▶ [Data for analysis]
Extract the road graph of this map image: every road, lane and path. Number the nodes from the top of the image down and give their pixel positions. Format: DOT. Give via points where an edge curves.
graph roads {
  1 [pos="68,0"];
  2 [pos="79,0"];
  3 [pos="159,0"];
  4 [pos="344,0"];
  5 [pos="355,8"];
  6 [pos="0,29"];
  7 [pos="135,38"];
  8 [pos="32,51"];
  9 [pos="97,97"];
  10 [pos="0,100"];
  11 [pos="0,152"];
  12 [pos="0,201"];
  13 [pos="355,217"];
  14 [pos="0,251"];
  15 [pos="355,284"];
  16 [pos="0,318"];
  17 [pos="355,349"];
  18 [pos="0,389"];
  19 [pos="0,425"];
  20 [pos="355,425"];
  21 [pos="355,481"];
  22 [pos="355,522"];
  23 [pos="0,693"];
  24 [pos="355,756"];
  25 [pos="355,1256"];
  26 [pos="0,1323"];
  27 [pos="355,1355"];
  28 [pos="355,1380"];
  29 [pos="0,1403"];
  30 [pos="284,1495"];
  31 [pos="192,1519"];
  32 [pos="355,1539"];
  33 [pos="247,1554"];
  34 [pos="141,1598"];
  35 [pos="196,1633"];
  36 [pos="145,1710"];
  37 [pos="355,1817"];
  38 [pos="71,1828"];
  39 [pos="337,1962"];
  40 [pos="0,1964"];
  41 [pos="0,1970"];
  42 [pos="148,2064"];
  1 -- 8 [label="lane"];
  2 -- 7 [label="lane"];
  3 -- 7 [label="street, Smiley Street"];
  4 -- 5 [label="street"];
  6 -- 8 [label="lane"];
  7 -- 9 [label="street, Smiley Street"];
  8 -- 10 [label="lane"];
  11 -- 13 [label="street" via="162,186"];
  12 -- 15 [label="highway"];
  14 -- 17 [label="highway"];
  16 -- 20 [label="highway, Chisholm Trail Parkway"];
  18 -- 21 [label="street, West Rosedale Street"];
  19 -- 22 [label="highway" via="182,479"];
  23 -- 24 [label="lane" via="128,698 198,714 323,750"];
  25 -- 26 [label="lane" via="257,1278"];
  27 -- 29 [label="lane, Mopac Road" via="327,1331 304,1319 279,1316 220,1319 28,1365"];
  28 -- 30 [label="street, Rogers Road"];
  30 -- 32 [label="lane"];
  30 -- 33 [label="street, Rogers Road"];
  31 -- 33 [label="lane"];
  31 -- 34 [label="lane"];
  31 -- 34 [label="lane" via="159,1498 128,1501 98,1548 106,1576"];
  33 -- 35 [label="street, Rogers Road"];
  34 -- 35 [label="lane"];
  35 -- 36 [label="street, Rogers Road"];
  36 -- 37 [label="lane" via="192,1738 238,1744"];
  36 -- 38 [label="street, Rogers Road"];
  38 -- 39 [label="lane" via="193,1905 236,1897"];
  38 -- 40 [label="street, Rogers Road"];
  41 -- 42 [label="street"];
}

▶ [Assigned task]
Once more, write out the entries exactly as they were written.

▶ [Exercise response]
Extract the road graph of this map image: every road, lane and path. Number the nodes from the top of the image down and give their pixel positions. Format: DOT. Give via points where an edge curves.
graph roads {
  1 [pos="68,0"];
  2 [pos="79,0"];
  3 [pos="159,0"];
  4 [pos="344,0"];
  5 [pos="355,8"];
  6 [pos="0,29"];
  7 [pos="135,38"];
  8 [pos="32,51"];
  9 [pos="97,97"];
  10 [pos="0,100"];
  11 [pos="0,152"];
  12 [pos="0,201"];
  13 [pos="355,217"];
  14 [pos="0,251"];
  15 [pos="355,284"];
  16 [pos="0,318"];
  17 [pos="355,349"];
  18 [pos="0,389"];
  19 [pos="0,425"];
  20 [pos="355,425"];
  21 [pos="355,481"];
  22 [pos="355,522"];
  23 [pos="0,693"];
  24 [pos="355,756"];
  25 [pos="355,1256"];
  26 [pos="0,1323"];
  27 [pos="355,1355"];
  28 [pos="355,1380"];
  29 [pos="0,1403"];
  30 [pos="284,1495"];
  31 [pos="192,1519"];
  32 [pos="355,1539"];
  33 [pos="247,1554"];
  34 [pos="141,1598"];
  35 [pos="196,1633"];
  36 [pos="145,1710"];
  37 [pos="355,1817"];
  38 [pos="71,1828"];
  39 [pos="337,1962"];
  40 [pos="0,1964"];
  41 [pos="0,1970"];
  42 [pos="148,2064"];
  1 -- 8 [label="lane"];
  2 -- 7 [label="lane"];
  3 -- 7 [label="street, Smiley Street"];
  4 -- 5 [label="street"];
  6 -- 8 [label="lane"];
  7 -- 9 [label="street, Smiley Street"];
  8 -- 10 [label="lane"];
  11 -- 13 [label="street" via="162,186"];
  12 -- 15 [label="highway"];
  14 -- 17 [label="highway"];
  16 -- 20 [label="highway, Chisholm Trail Parkway"];
  18 -- 21 [label="street, West Rosedale Street"];
  19 -- 22 [label="highway" via="182,479"];
  23 -- 24 [label="lane" via="128,698 198,714 323,750"];
  25 -- 26 [label="lane" via="257,1278"];
  27 -- 29 [label="lane, Mopac Road" via="327,1331 304,1319 279,1316 220,1319 28,1365"];
  28 -- 30 [label="street, Rogers Road"];
  30 -- 32 [label="lane"];
  30 -- 33 [label="street, Rogers Road"];
  31 -- 33 [label="lane"];
  31 -- 34 [label="lane"];
  31 -- 34 [label="lane" via="159,1498 128,1501 98,1548 106,1576"];
  33 -- 35 [label="street, Rogers Road"];
  34 -- 35 [label="lane"];
  35 -- 36 [label="street, Rogers Road"];
  36 -- 37 [label="lane" via="192,1738 238,1744"];
  36 -- 38 [label="street, Rogers Road"];
  38 -- 39 [label="lane" via="193,1905 236,1897"];
  38 -- 40 [label="street, Rogers Road"];
  41 -- 42 [label="street"];
}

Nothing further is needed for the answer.